Sur le papier, It’s Not How Far You Fall, It’s The Way You Land a tout pour séduire. En effet, sur ce deuxième album, le duo londonien a réuni un casting réjouissant en invitant Josh Haden, Will Oldham, Jimi Goodwin de Doves, le tout sous la direction d’un maître de cérémonie toujours aussi sollicité, le ténébreux Mark Lanegan. Le concept est limpide, allier une ambient ombrageuse typiquement britannique à la culture mystique américaine jusqu’ici incarnée par Johnny Cash. Et, effectivement, la superbe voix goudronneuse de Lanegan n’est pas sans évoquer L’Homme En Noir. Le problème, c’est que la musique des Soulsavers n’est pas sans évoquer le Archive d’aujourd’hui ou les ballades du Moby d’avant-hier.

Débutant dans une cathédrale désaffectée, les nappes brumeuses distillées par Rich Machin et Ian Glover, appuyées par des choeurs gospel larmoyants, saisissent l’ancien leader des Screaming Trees suppliant le Seigneur de bien vouloir l’accueillir au Purgatoire sur « Revival ». Immédiatement après, « Ghosts Of You And Me » reprend ce thème et pousse à son tour Mark Lanegan à implorer la miséricorde de Qui Vous Savez, mais cette fois la colère pointe. Ces deux titres préparent l’auditeur à une aventure religieuse que Dan Brown ne renierait pas (c’est dire le niveau), et la suite confirme assez rapidement le naufrage dans une lente succession de bondieuseries plus ou moins chargées, plus ou moins arrangées, et surtout plutôt moins que plus intéressantes que la moyenne. On se prend à espérer que la divine voix de Josh Haden, revisitant ici « Spiritual » de feu Spain, élève le débat. Peine perdue, c’est l’ennui profond qui nous envahit pour ne plus nous quitter tout au long du disque. On en voudra même éternellement à Will Oldham d’avoir accepté de participer au massacre en règle de « Through My Sails » de Neil Young en lui enlevant, toujours avec la complicité de Lanegan, le plus petit soupçon d’âme.

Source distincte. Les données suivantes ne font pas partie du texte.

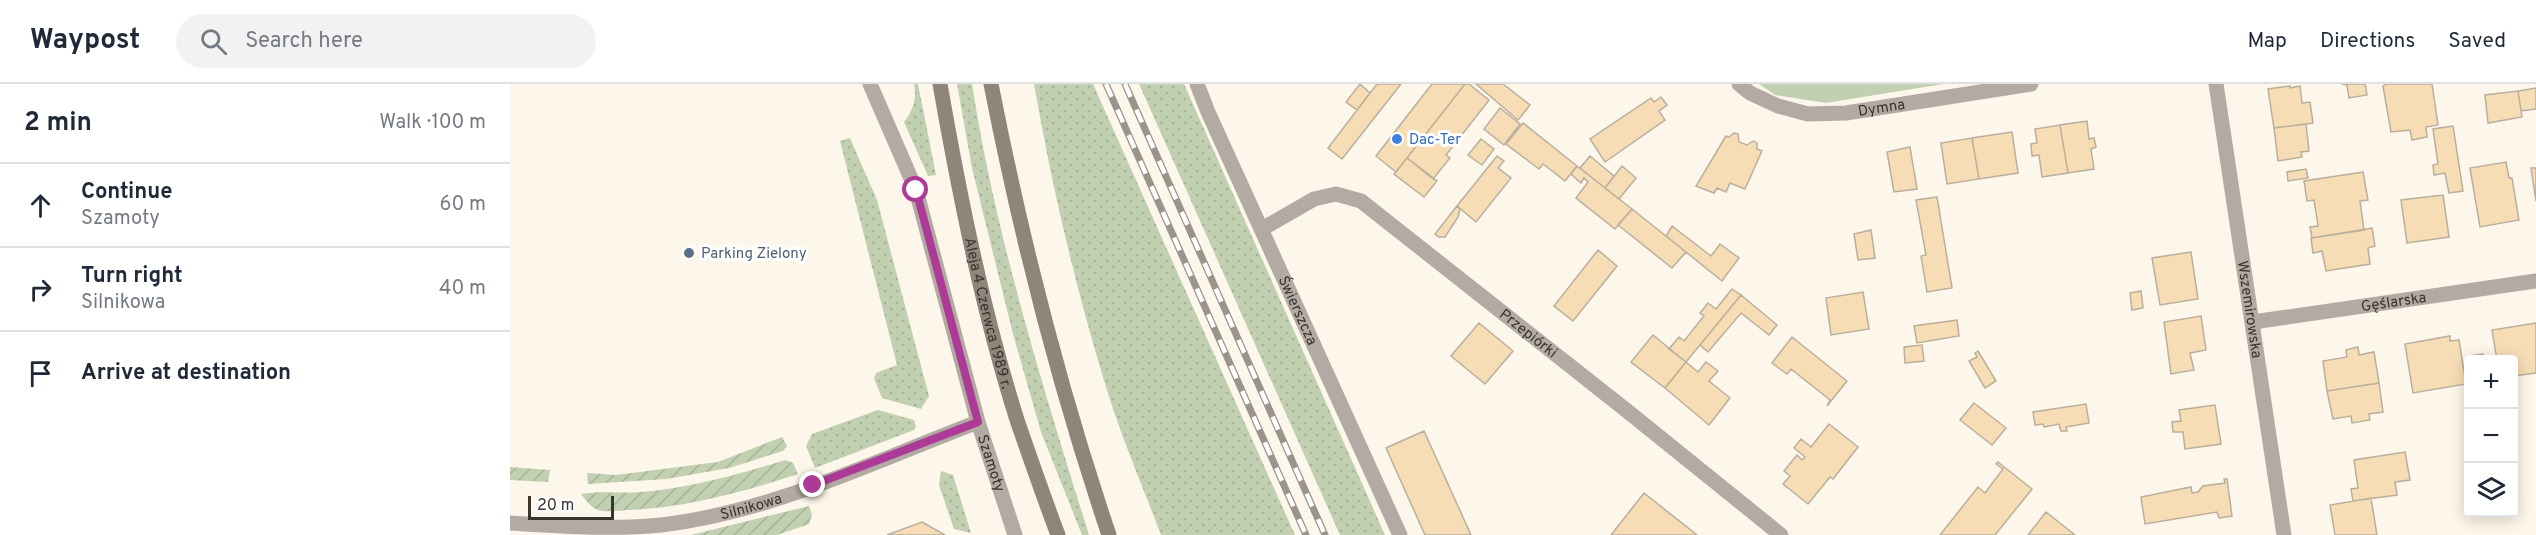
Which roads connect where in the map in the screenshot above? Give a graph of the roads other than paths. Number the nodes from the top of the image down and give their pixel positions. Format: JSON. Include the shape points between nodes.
{"nodes":[{"id":1,"x":870,"y":84,"type":"edge"},
{"id":2,"x":940,"y":84,"type":"edge"},
{"id":3,"x":991,"y":84,"type":"edge"},
{"id":4,"x":1197,"y":84,"type":"edge"},
{"id":5,"x":1739,"y":84,"type":"edge"},
{"id":6,"x":2031,"y":84,"type":"edge"},
{"id":7,"x":2216,"y":84,"type":"edge"},
{"id":8,"x":1262,"y":229,"type":"junction"},
{"id":9,"x":2536,"y":281,"type":"edge"},
{"id":10,"x":2253,"y":322,"type":"junction"},
{"id":11,"x":978,"y":422,"type":"junction"},
{"id":12,"x":510,"y":523,"type":"edge"},
{"id":13,"x":1015,"y":535,"type":"edge"},
{"id":14,"x":1058,"y":535,"type":"edge"},
{"id":15,"x":1109,"y":535,"type":"edge"},
{"id":16,"x":1400,"y":535,"type":"edge"},
{"id":17,"x":1781,"y":535,"type":"edge"},
{"id":18,"x":2284,"y":535,"type":"edge"}],
"edges":[{"from":1,"to":11,"type":"street","name":"Szamoty","via":[[916,190]]},
{"from":2,"to":14,"type":"main road","name":"Aleja 4 Czerwca 1989 r.","via":[[982,292],[1018,421]]},
{"from":3,"to":15,"type":"main road","via":[[1042,313]]},
{"from":4,"to":8,"type":"street","name":"Świerszcza"},
{"from":5,"to":6,"type":"street","name":"Dymna","via":[[1778,106],[1808,114],[1846,113]]},
{"from":7,"to":10,"type":"street","name":"Wszemirowska"},
{"from":8,"to":16,"type":"street","name":"Świerszcza"},
{"from":8,"to":17,"type":"street","name":"Przepiórki","via":[[1314,199],[1336,194],[1361,201]]},
{"from":9,"to":10,"type":"street","name":"Gęślarska"},
{"from":10,"to":18,"type":"street","name":"Wszemirowska"},
{"from":11,"to":12,"type":"street","name":"Silnikowa","via":[[749,508],[660,525]]},
{"from":11,"to":13,"type":"street","name":"Szamoty"}]}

Etrange impression que d’entendre un disque à l’ambition démesurée, franchement bien produit, qui n’arrive pas une seule seconde à capter notre intérêt. Pourtant, en restant objectif, Mark Lanegan y chante admirablement bien. Mais le talent des grands artistes n’est-il pas de cacher qu’ils s’emmerdent comme jamais quand ils ont fait le mauvais choix et qu’ils doivent l’assumer jusqu’au bout ? Nous parlions de goudron pour évoquer sa voix, les plumes sont apportées en clôture de l’album par la reprise mièvre de « No Expectations » des Rolling Stones, pas moins, que les Soulsavers arrivent à vider de sa sève – c’est ici que Moby sévit.

Peut-être qu’en 1995 ce disque aurait eu l’impact escompté. Aujourd’hui It’s Not How Far You Fall, It’s The Way You Land est une baudruche. On ne doute pas une seule seconde de la sincérité de la démarche de Soulsavers, on s’interroge en revanche de la légitimité d’un tel pensum en 2007. Pour conservateurs exclusivement.